Dataset entries

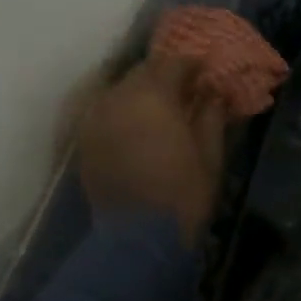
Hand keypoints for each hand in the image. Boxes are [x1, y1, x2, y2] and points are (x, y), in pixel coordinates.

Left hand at [73, 56, 226, 242]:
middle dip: (165, 75)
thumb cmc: (183, 193)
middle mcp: (118, 98)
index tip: (207, 71)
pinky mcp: (85, 140)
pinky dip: (124, 112)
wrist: (138, 237)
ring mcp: (95, 119)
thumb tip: (215, 93)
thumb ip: (211, 116)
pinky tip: (140, 126)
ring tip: (162, 107)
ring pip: (120, 91)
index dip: (192, 64)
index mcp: (153, 97)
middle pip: (142, 72)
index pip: (173, 63)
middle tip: (186, 88)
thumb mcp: (210, 154)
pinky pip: (106, 112)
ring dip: (141, 93)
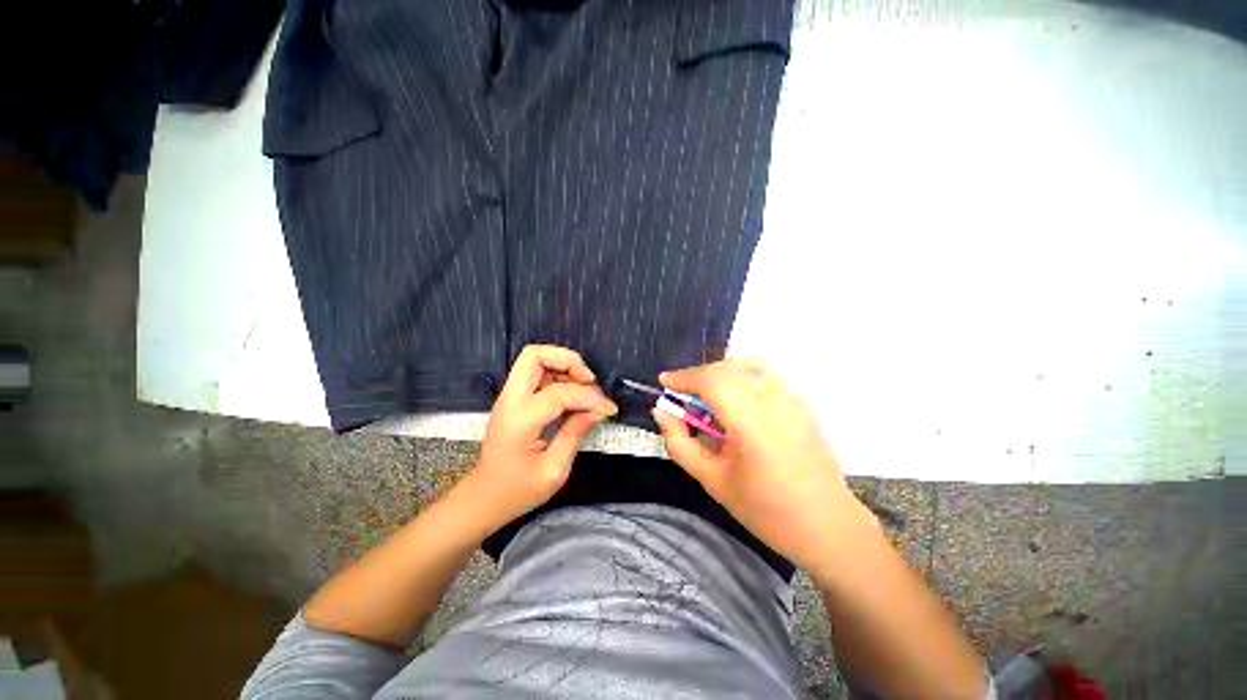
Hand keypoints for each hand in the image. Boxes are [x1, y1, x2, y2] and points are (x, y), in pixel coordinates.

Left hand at [465, 345, 617, 529]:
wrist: (483, 499)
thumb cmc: (517, 492)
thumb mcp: (553, 471)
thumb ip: (575, 434)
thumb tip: (599, 410)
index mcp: (519, 421)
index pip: (559, 393)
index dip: (590, 397)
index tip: (608, 409)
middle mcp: (510, 400)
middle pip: (535, 355)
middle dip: (568, 360)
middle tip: (589, 381)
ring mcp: (509, 397)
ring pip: (535, 359)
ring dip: (564, 366)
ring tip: (585, 388)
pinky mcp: (513, 400)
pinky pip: (536, 373)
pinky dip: (557, 375)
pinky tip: (572, 395)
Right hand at [654, 360, 875, 572]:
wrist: (828, 527)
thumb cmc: (765, 511)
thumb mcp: (713, 480)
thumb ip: (680, 443)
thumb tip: (661, 412)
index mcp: (751, 423)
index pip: (711, 381)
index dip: (683, 377)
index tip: (664, 382)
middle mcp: (774, 402)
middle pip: (727, 369)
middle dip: (699, 375)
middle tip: (683, 395)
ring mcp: (792, 399)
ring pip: (747, 366)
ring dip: (720, 374)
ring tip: (708, 396)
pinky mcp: (801, 404)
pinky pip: (765, 376)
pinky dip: (741, 377)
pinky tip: (736, 402)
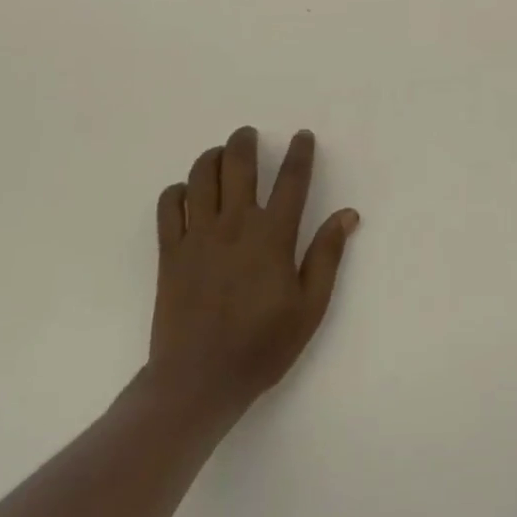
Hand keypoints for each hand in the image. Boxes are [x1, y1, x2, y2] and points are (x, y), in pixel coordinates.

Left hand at [142, 127, 358, 429]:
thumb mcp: (309, 307)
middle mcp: (235, 225)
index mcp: (273, 236)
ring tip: (220, 154)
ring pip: (201, 177)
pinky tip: (186, 192)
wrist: (198, 382)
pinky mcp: (170, 253)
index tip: (303, 136)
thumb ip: (327, 255)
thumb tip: (347, 214)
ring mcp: (198, 237)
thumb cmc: (262, 346)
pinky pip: (169, 207)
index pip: (292, 180)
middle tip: (249, 134)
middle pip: (239, 165)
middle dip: (245, 142)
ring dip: (212, 157)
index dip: (299, 153)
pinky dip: (177, 191)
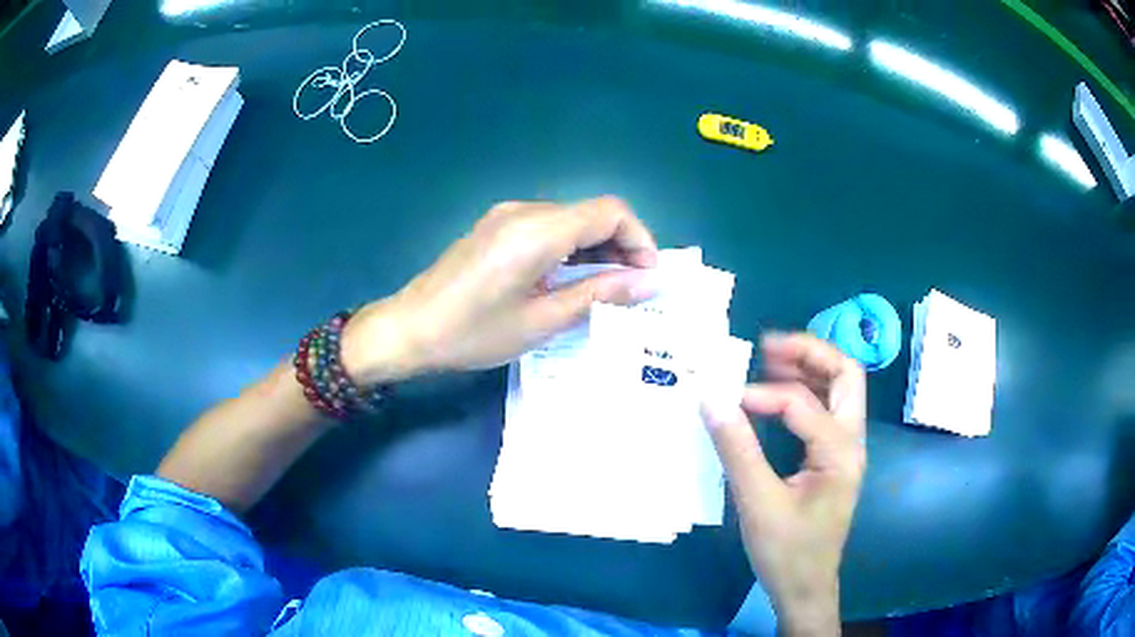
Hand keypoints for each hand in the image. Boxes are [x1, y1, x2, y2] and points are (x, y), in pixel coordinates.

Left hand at [343, 197, 658, 383]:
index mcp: (537, 231)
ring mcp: (507, 215)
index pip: (610, 211)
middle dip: (622, 246)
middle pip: (592, 212)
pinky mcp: (497, 226)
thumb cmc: (472, 334)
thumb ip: (599, 294)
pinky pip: (548, 227)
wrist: (408, 329)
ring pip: (571, 220)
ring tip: (606, 291)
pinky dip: (570, 249)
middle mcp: (524, 211)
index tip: (647, 277)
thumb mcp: (542, 321)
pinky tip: (570, 281)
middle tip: (632, 290)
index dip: (640, 239)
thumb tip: (648, 282)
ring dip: (597, 249)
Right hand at [701, 333, 865, 634]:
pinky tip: (778, 397)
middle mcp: (852, 442)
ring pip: (841, 389)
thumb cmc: (786, 552)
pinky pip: (827, 411)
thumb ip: (737, 449)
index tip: (724, 402)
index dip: (760, 396)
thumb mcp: (757, 503)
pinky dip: (806, 392)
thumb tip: (711, 398)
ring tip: (770, 359)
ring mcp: (846, 450)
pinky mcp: (834, 459)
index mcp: (840, 451)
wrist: (805, 588)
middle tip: (767, 347)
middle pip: (846, 374)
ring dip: (810, 368)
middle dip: (810, 352)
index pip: (801, 402)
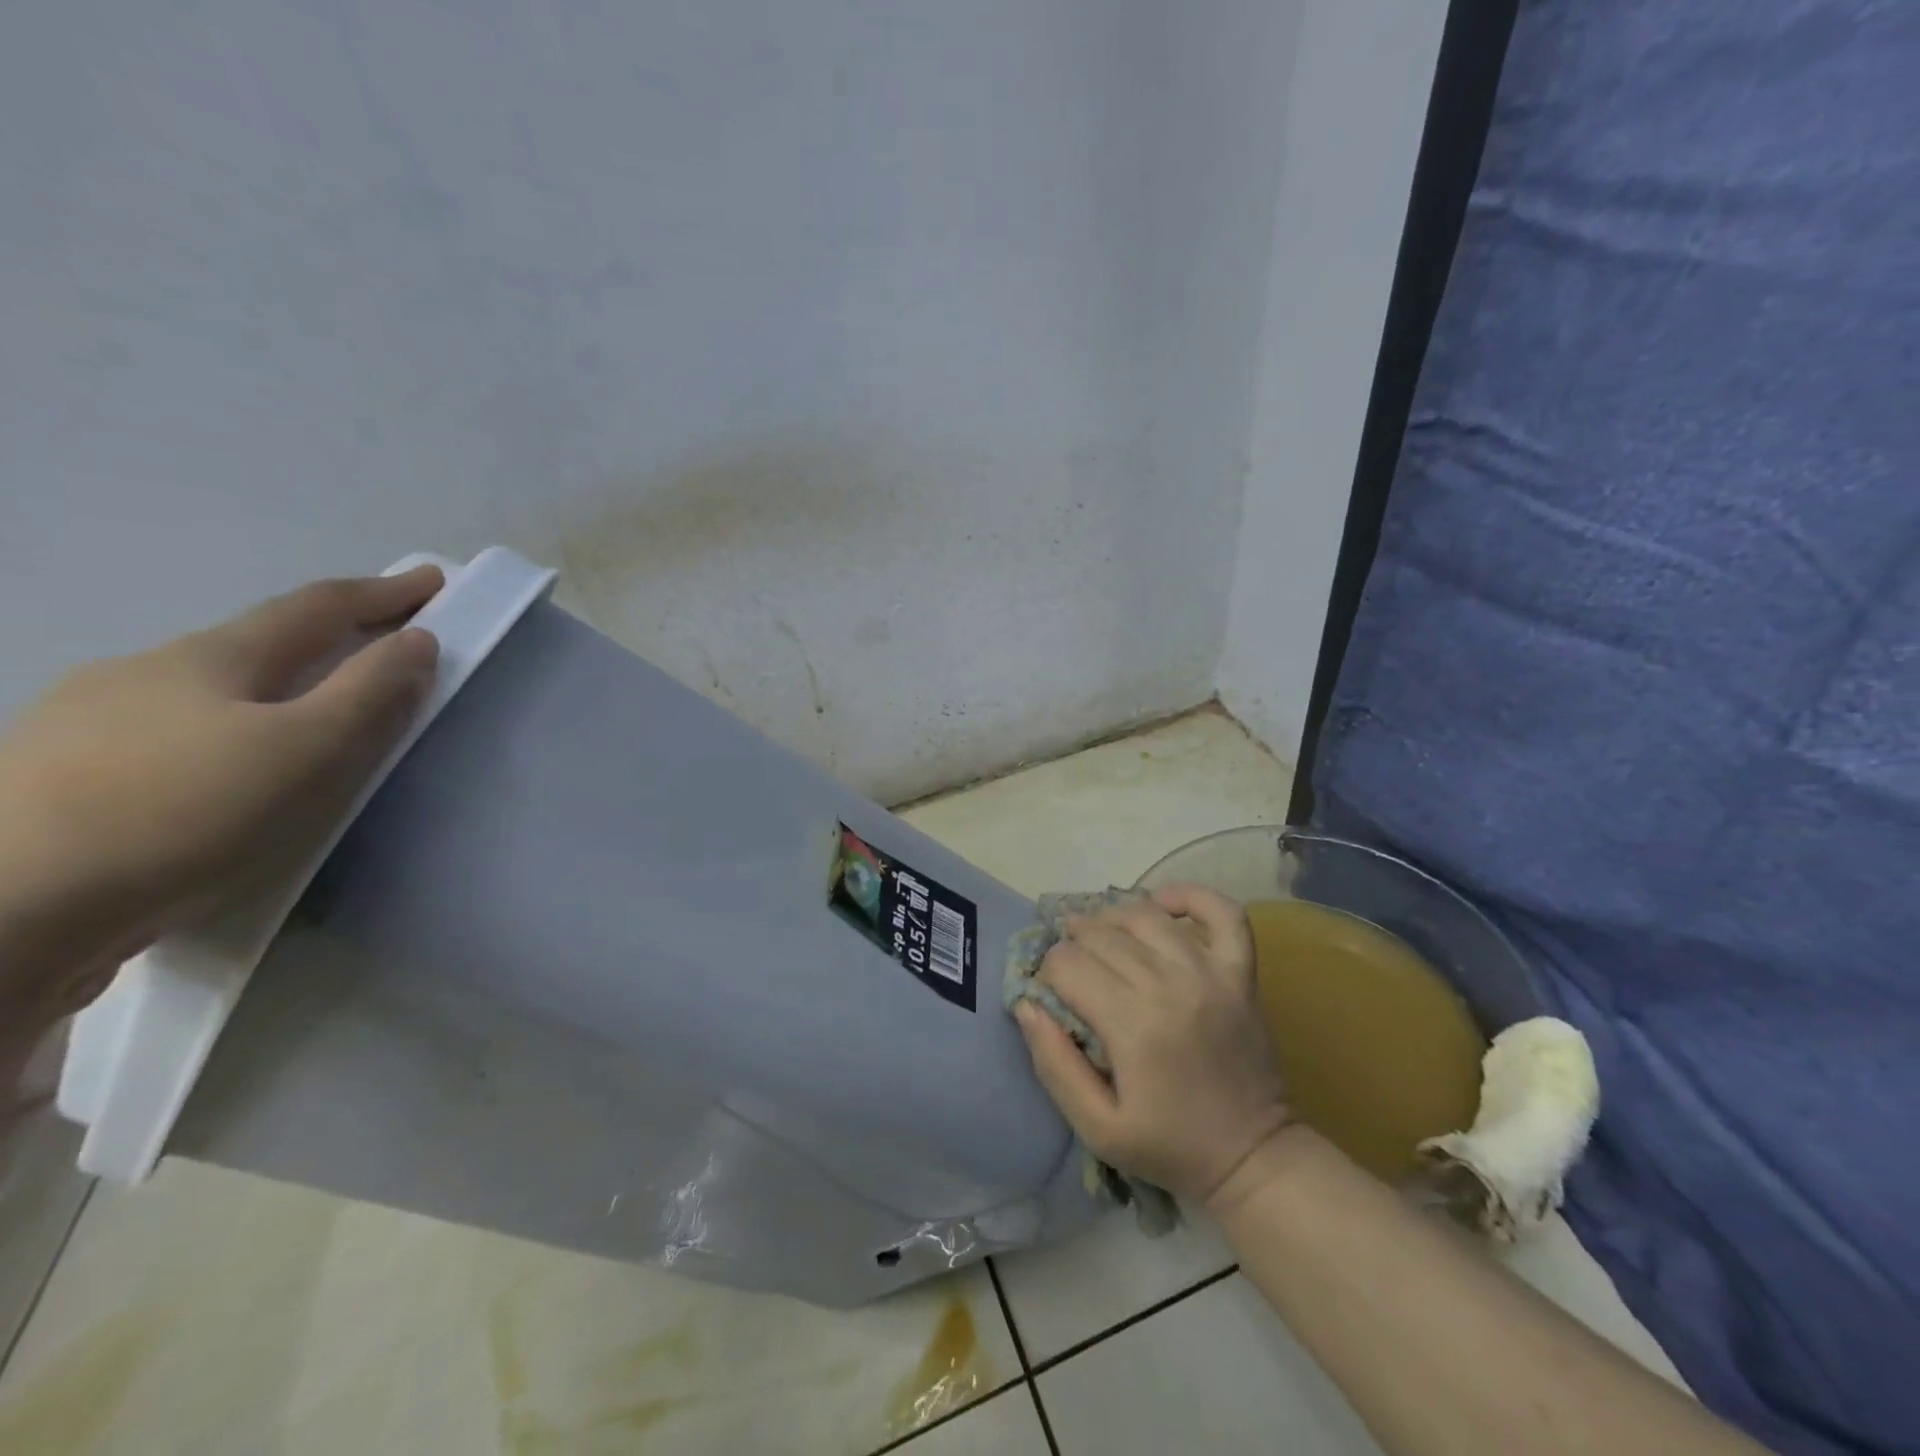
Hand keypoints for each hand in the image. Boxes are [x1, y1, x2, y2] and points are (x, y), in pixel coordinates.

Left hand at [0, 567, 443, 1040]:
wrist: (5, 915)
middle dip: (322, 644)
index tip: (432, 580)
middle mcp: (140, 674)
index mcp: (209, 658)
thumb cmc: (185, 814)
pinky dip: (219, 745)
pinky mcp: (56, 786)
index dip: (381, 592)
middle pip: (253, 646)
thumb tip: (418, 640)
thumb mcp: (310, 749)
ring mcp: (83, 727)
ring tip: (302, 734)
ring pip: (203, 697)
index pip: (314, 608)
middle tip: (377, 659)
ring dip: (266, 697)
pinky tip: (217, 789)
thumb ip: (372, 692)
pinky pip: (168, 745)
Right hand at [1014, 885, 1293, 1208]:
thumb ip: (1054, 1065)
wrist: (1254, 1158)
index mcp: (1133, 1026)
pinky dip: (1191, 896)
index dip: (1047, 972)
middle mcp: (1171, 986)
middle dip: (1073, 944)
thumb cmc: (1170, 1147)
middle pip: (1102, 936)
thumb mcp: (1096, 1128)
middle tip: (1071, 968)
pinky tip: (1163, 902)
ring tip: (1100, 936)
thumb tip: (1027, 1004)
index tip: (1050, 993)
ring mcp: (1211, 973)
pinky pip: (1223, 913)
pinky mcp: (1241, 973)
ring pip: (1146, 916)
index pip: (1068, 965)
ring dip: (1112, 918)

To do
Everything above from the line containing "wrist: (138, 237)" down to the line containing "pinky tip: (736, 402)" is to be duplicated exactly, both lines included, and the pictures are to be omitted.

Response
wrist: (138, 237)
ring mcp: (95, 119)
thumb tip: (215, 93)
thumb ip: (211, 116)
pinky tip: (140, 126)
ring tip: (162, 107)
ring pip: (120, 91)
index dip: (192, 64)
index mcp: (153, 97)
middle pip: (142, 72)
index pip: (173, 63)
middle tip: (186, 88)
thumb mcp: (210, 154)
pinky pip: (106, 112)
ring dip: (141, 93)
Hand keypoints for each hand in the image. Boxes are [x1, y1, x2, y2] and points are (x, y), in pixel coordinates.

Left hand at [465, 345, 617, 529]:
wrist: (483, 499)
thumb cmc: (517, 492)
thumb mcp: (553, 471)
thumb ip: (575, 434)
thumb tip: (599, 410)
index mcp: (519, 421)
index pip: (559, 393)
index dip: (590, 397)
index tip: (608, 409)
middle mcp: (510, 400)
middle pip: (535, 355)
middle dip: (568, 360)
middle tip: (589, 381)
ring mcp: (509, 397)
ring pip: (535, 359)
ring dip: (564, 366)
ring tip: (585, 388)
pinky mcp: (513, 400)
pinky pip: (536, 373)
pinky dip: (557, 375)
pinky tip: (572, 395)
Right hand at [654, 360, 875, 572]:
wrist: (828, 527)
thumb cmc: (765, 511)
thumb mcp: (713, 480)
thumb ip: (680, 443)
thumb tip: (661, 412)
index mcp: (751, 423)
index pip: (711, 381)
index dip: (683, 377)
index tip: (664, 382)
middle mcp: (774, 402)
middle pip: (727, 369)
middle dip: (699, 375)
middle tip: (683, 395)
ring mcp: (792, 399)
ring pip: (747, 366)
ring dip: (720, 374)
ring tip: (708, 396)
pinky mcp: (801, 404)
pinky pip: (765, 376)
pinky dip: (741, 377)
pinky tip: (736, 402)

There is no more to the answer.